The Satanic Temple Says It Is the Victim of Religious Discrimination

Arizona Satanic Temple chapter head Michelle Shortt and attorney Stu de Haan. Facebook

A Satanic Temple chapter in Arizona is suing municipal authorities in Scottsdale after the city barred the group from delivering an invocation at a city council meeting.

The city says the group's request to deliver the invocation was turned down because it has no substantial links to Scottsdale, but the group has accused the city of breaching its First Amendment rights.

An attorney for the Satanists said the group wanted to send the message that those of every religious faith, or those with no religious faith, should be free to participate in a council invocation.

"All we're seeking is a non-discriminatory policy, whether that means changing the policy so no one's discriminated against, or preferably, allowing us to do the invocation," attorney Stu de Haan told

The head of the local chapter, Michelle Shortt, was originally granted permission to deliver the invocation in July, 2016, but received an email from the city saying a pastor from Scottsdale's First Southern Baptist Church was to deliver the invocation instead.

But according to the lawsuit, emails obtained by the Satanists under Arizona's open records law show councilors describing the Satanic Temple's planned invocation as "absurd" and that allowing it would be "taking equality too far."

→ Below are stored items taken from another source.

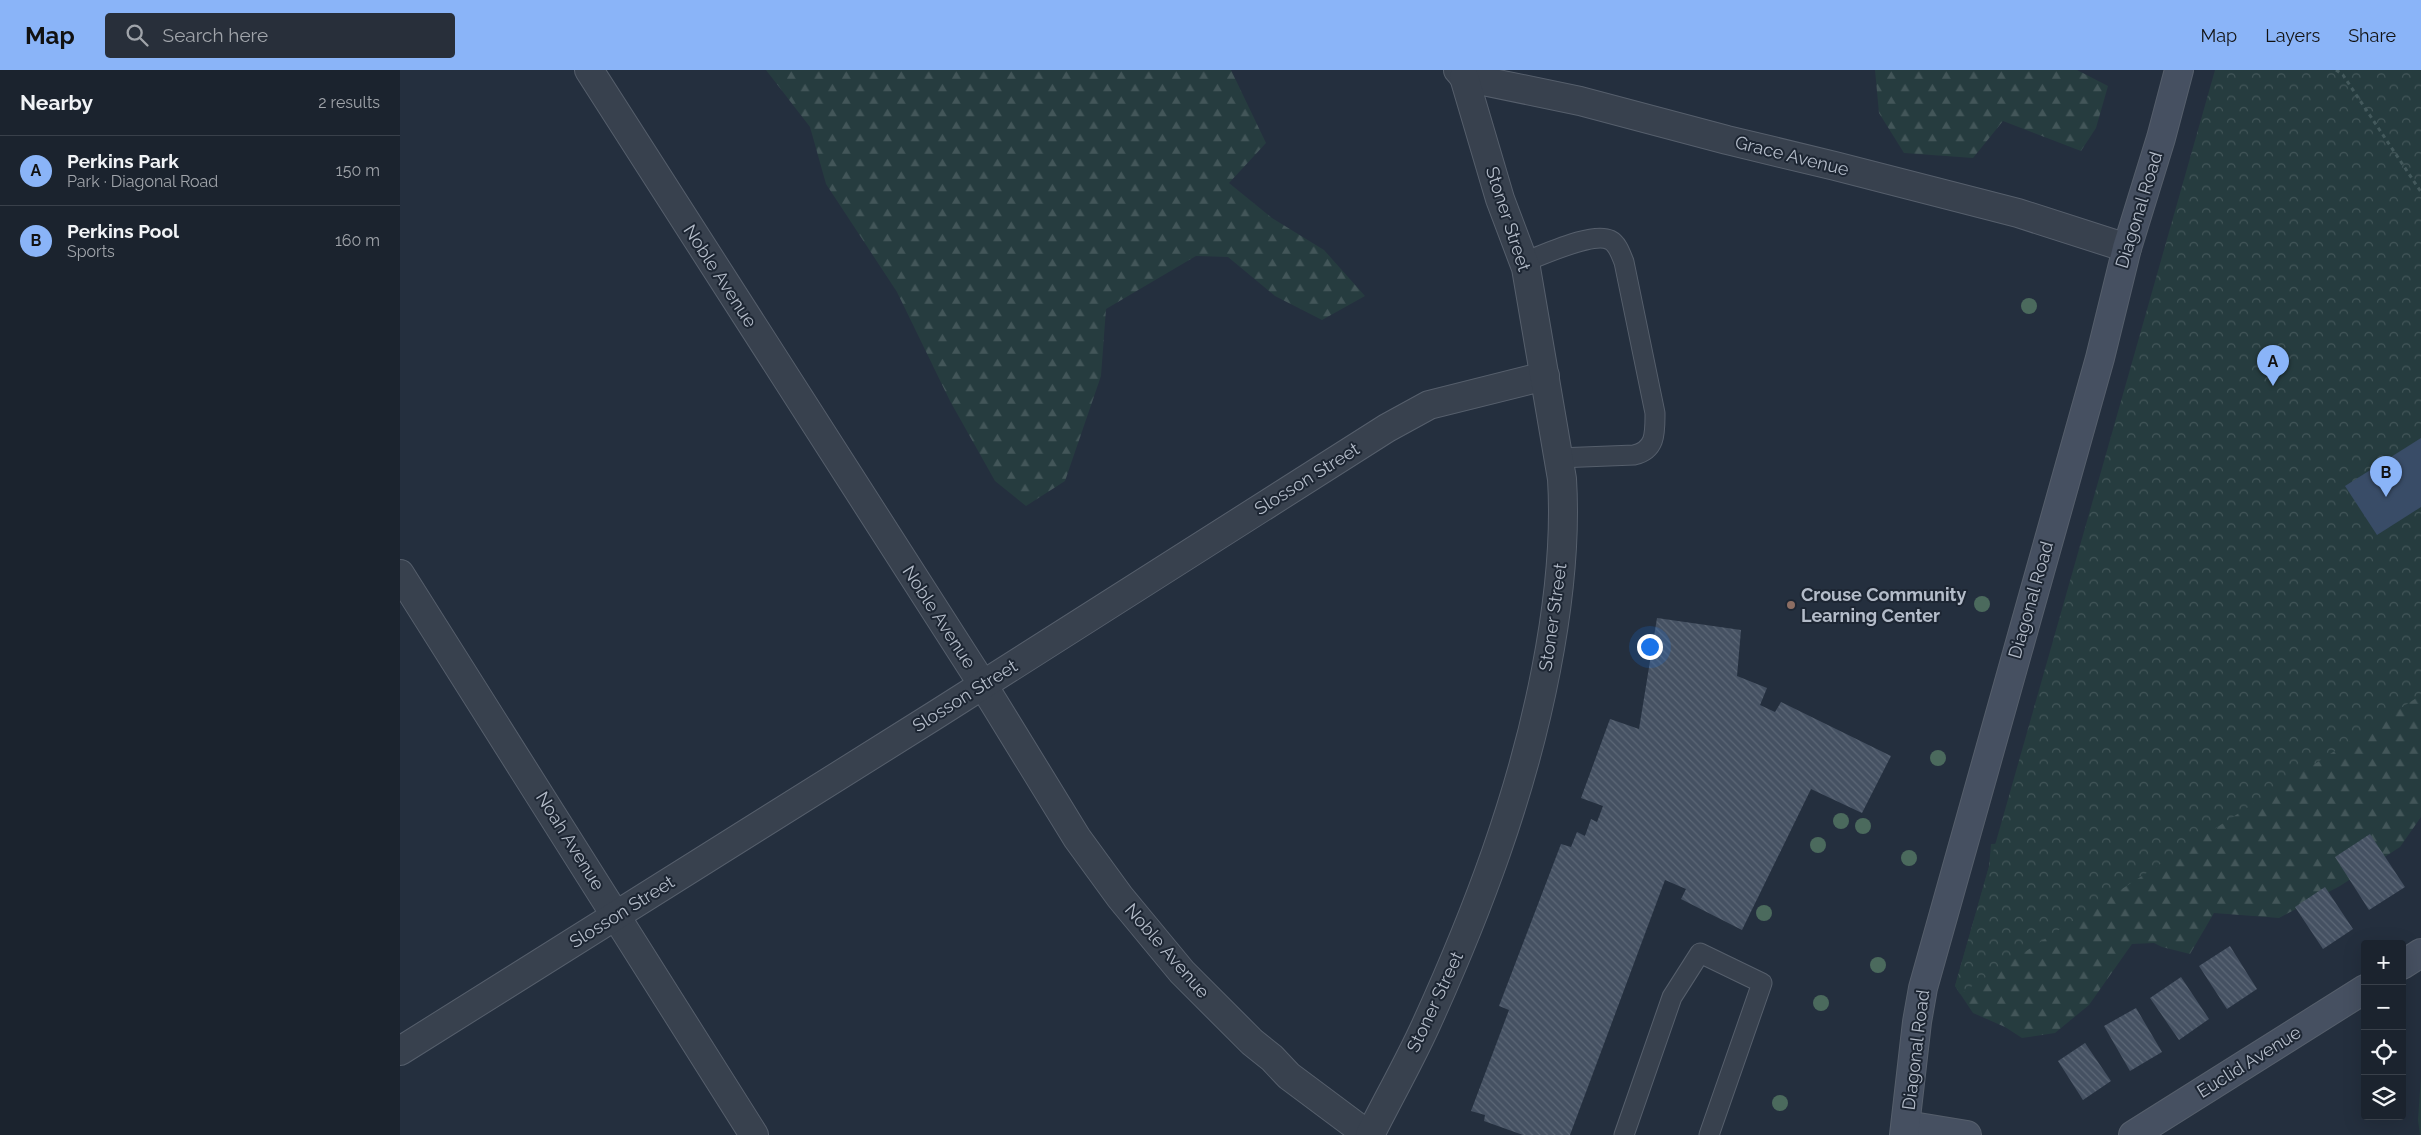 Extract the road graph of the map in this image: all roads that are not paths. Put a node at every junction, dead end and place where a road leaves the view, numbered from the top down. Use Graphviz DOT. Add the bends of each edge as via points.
graph roads {
  1 [pos="588,70"];
  2 [pos="2179,70"];
  3 [pos="1461,74"];
  4 [pos="2127,248"];
  5 [pos="1523,262"];
  6 [pos="1545,376"];
  7 [pos="1558,458"];
  8 [pos="400,574"];
  9 [pos="983,685"];
  10 [pos="617,915"];
  11 [pos="2421,953"];
  12 [pos="2406,962"];
  13 [pos="2361,992"];
  14 [pos="400,1051"];
  15 [pos="1905,1130"];
  16 [pos="754,1135"];
  17 [pos="1369,1135"];
  18 [pos="1624,1135"];
  19 [pos="1708,1135"];
  20 [pos="1967,1135"];
  21 [pos="2133,1135"];
  1 -- 9 [label="street, Noble Avenue"];
  2 -- 4 [label="street, Diagonal Road"];
  3 -- 4 [label="street, Grace Avenue" via="1580,101 2018,213"];
  3 -- 5 [label="street, Stoner Street"];
  4 -- 15 [label="street, Diagonal Road" via="2100,358 1923,988"];
  5 -- 6 [label="street, Stoner Street"];
  5 -- 7 [label="lane" via="1597,238 1610,240 1619,248 1655,413 1652,444 1645,452"];
  6 -- 7 [label="street, Stoner Street"];
  6 -- 9 [label="street, Slosson Street" via="1429,405"];
  7 -- 17 [label="street, Stoner Street" via="1563,502 1559,590 1538,712 1522,776 1471,922 1424,1029"];
  8 -- 10 [label="street, Noah Avenue"];
  9 -- 10 [label="street, Slosson Street"];
  9 -- 17 [label="street, Noble Avenue" via="1078,838 1120,897 1182,972 1289,1076"];
  10 -- 14 [label="street, Slosson Street"];
  10 -- 16 [label="street, Noah Avenue" via="672,1009"];
  11 -- 12 [label="street"];
  13 -- 21 [label="street, Euclid Avenue"];
  15 -- 20 [label="street"];
  18 -- 19 [label="lane" via="1672,997 1700,953 1762,983"];
} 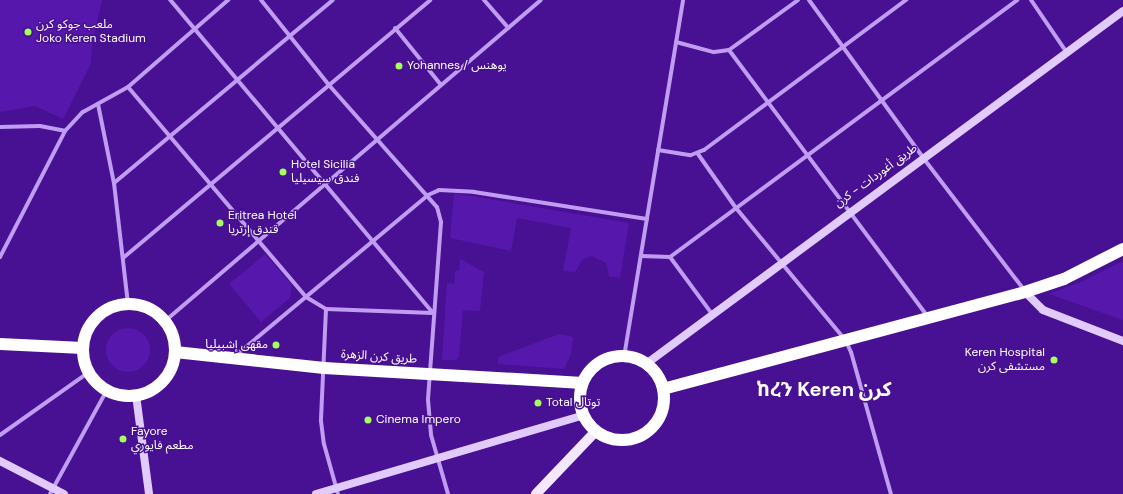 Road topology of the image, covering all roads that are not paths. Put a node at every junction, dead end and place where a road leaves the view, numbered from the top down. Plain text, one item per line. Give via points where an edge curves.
1 (170, 0) edge
2 (228, 0) edge
3 (261, 0) edge
4 (332, 0) edge
5 (430, 0) edge
6 (484, 0) edge
7 (541, 0) edge
8 (683, 0) edge
9 (798, 0) edge
10 (809, 0) edge
11 (906, 0) edge
12 (1017, 0) edge
13 (1031, 0) edge
14 (1123, 12) edge
15 (395, 28) junction
16 (508, 28) junction
17 (194, 30) junction
18 (288, 36) junction
19 (676, 42) junction
20 (844, 49) junction
21 (729, 50) junction
22 (1068, 53) junction
23 (237, 80) junction
24 (328, 84) junction
25 (441, 85) junction
26 (128, 87) junction
27 (882, 101) junction
28 (767, 102) junction
29 (98, 104) junction
30 (0, 127) edge
31 (276, 128) junction
32 (65, 131) junction
33 (169, 138) junction
34 (378, 142) junction
35 (658, 150) junction
36 (698, 154) junction
37 (806, 155) junction
38 (924, 159) junction
39 (114, 183) junction
40 (210, 184) junction
41 (325, 186) junction
42 (428, 195) junction
43 (736, 208) junction
44 (849, 213) junction
45 (647, 219) junction
46 (261, 242) junction
47 (372, 242) junction
48 (1123, 249) edge
49 (641, 256) junction
50 (0, 257) edge
51 (670, 257) junction
52 (123, 258) junction
53 (783, 262) junction
54 (1025, 292) junction
55 (306, 297) junction
56 (128, 304) junction
57 (326, 309) junction
58 (433, 313) junction
59 (712, 314) junction
60 (929, 319) junction
61 (165, 321) junction
62 (846, 341) junction
63 (1123, 341) edge
64 (0, 344) edge
65 (83, 348) junction
66 (175, 352) junction
67 (624, 356) junction
68 (234, 357) junction
69 (646, 364) junction
70 (324, 368) junction
71 (89, 372) junction
72 (428, 375) junction
73 (583, 383) junction
74 (107, 390) junction
75 (663, 390) junction
76 (136, 395) junction
77 (584, 415) junction
78 (596, 431) junction
79 (0, 434) edge
80 (438, 459) junction
81 (0, 461) edge
82 (52, 491) edge
83 (337, 491) edge
84 (64, 494) edge
85 (149, 494) edge
86 (316, 494) edge
87 (448, 494) edge
88 (536, 494) edge
89 (891, 494) edge

1 - 17 street
2 - 17 street
3 - 18 street
4 - 18 street
5 - 15 street
6 - 16 street
7 - 16 street
8 - 19 street
9 - 21 street
10 - 20 street
11 - 20 street
12 - 27 street
13 - 22 street
14 - 22 street, طريق أغوردات - كرن
15 - 24 street
15 - 25 street
16 - 25 street
17 - 23 street
17 - 26 street
18 - 23 street
18 - 24 street
19 - 21 street via 714,52
19 - 35 street
20 - 27 street
20 - 28 street
21 - 28 street
22 - 38 street, طريق أغوردات - كرن
23 - 31 street
23 - 33 street
24 - 31 street
24 - 34 street
25 - 34 street
26 - 29 street
26 - 33 street
27 - 37 street
27 - 38 street
28 - 36 street
28 - 37 street
29 - 32 street via 83,112
29 - 39 street
30 - 32 street via 40,126
31 - 40 street
31 - 41 street
32 - 50 street
33 - 39 street
33 - 40 street
34 - 41 street
34 - 42 street
35 - 36 street via 680,155
35 - 45 street
36 - 43 street
37 - 43 street
37 - 44 street
38 - 44 street, طريق أغوردات - كرن
38 - 54 street
39 - 52 street
40 - 46 street
40 - 52 street
41 - 46 street
41 - 47 street
42 - 45 street via 439,190 451,189
42 - 47 street
42 - 58 street via 437,207 441,222
43 - 51 street
43 - 53 street
44 - 53 street, طريق أغوردات - كرن
44 - 60 street
45 - 49 street
46 - 55 street
46 - 61 street
47 - 55 street
47 - 58 street
48 - 54 highway via 1064,279
49 - 51 street
49 - 67 street
51 - 59 street
52 - 56 street
53 - 59 street, طريق أغوردات - كرن
53 - 62 street
54 - 60 highway
54 - 63 street via 1043,310
55 - 57 street
55 - 68 street
56 - 61 highway via 148,308
56 - 65 highway via 109,309 93,321 86,332
57 - 58 street
57 - 70 street
58 - 72 street
59 - 69 street, طريق أغوردات - كرن
60 - 62 highway
61 - 66 highway via 174,341
62 - 75 highway
62 - 89 street
64 - 65 highway
65 - 71 highway
66 - 68 highway, طريق كرن الزهرة
66 - 76 highway via 171,367 163,380 151,390
67 - 69 highway
67 - 73 highway via 599,363
68 - 70 highway, طريق كرن الزهرة
69 - 75 highway via 659,380
70 - 72 highway, طريق كرن الزهرة
70 - 83 street via 321,421
71 - 74 highway
71 - 79 street
72 - 73 highway, طريق كرن الزهرة
72 - 80 street via 431,435
73 - 77 highway via 580,394
74 - 76 highway via 121,395
74 - 82 street
75 - 78 highway via 662,410 652,427 644,433 625,440 615,439
76 - 85 street
77 - 78 highway
77 - 80 street
78 - 88 main road
80 - 83 street
80 - 87 street
81 - 82 street
82 - 84 street
83 - 86 street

"It's disheartening when public officials can display such a flagrant disregard for the most foundational bedrock principles of constitutional law while acting upon their personal biases at the expense of their taxpayer base, who are ultimately left to pay the legal costs for the ignorance of their mayor and city council," Lucien Greaves, a spokesman for the Satanic Temple, told ABC.

In a statement Monday, the city said the group was turned away because it did not have any "substantial connection to the Scottsdale community."

"We believe the city's practice meets all constitutional requirements," said city spokeswoman Kelly Corsette.

The Satanic Temple on its website says it does not promote belief in a "personal Satan," and describes its mission as "to encourage benevolence and empathy among all people, reject tyrannical authority, advocate practical common sense and justice, and be directed by the human conscience to undertake noble pursuits guided by the individual will."

The group has previously been prevented from delivering an invocation in Phoenix, Arizona, where council authorities changed the rules and opted for silent prayer invocations instead of choosing to fight the group's request.